--- Information supplied Enclosed Below ---

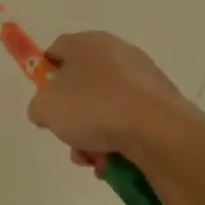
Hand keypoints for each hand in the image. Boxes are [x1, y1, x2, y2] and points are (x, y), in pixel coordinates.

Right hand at [26, 31, 193, 171]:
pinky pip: (132, 122)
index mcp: (88, 42)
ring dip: (96, 134)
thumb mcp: (47, 108)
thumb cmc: (95, 108)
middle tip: (69, 136)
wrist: (161, 133)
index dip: (45, 76)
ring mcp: (145, 79)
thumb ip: (38, 107)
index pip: (57, 52)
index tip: (45, 102)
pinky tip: (117, 162)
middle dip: (73, 114)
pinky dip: (122, 141)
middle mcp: (118, 53)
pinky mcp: (166, 105)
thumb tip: (46, 111)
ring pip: (107, 107)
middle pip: (83, 84)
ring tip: (95, 159)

--- End of Enclosed Information supplied ---

- [Aim of the exercise]:
Restate, word for word, the entries above, dropping any picture.

- [Solution]:
Hand keypoints for each hand in the image. Boxes are [x1, y1, x2, y2] and points are (x, y), in pixel coordinates.

Right hand at [26, 31, 193, 171]:
pinky pip: (132, 122)
index mcp: (88, 42)
ring dip: (96, 134)
thumb mcp: (47, 108)
thumb cmc: (95, 108)
middle tip: (69, 136)
wrist: (161, 133)
index dip: (45, 76)
ring mcp: (145, 79)
thumb ip: (38, 107)
index pip: (57, 52)
index tip: (45, 102)
pinky tip: (117, 162)
middle dip: (73, 114)
pinky dip: (122, 141)
middle mcp: (118, 53)
pinky mcp: (166, 105)
thumb tip: (46, 111)
ring pip: (107, 107)
middle pip: (83, 84)
ring tip: (95, 159)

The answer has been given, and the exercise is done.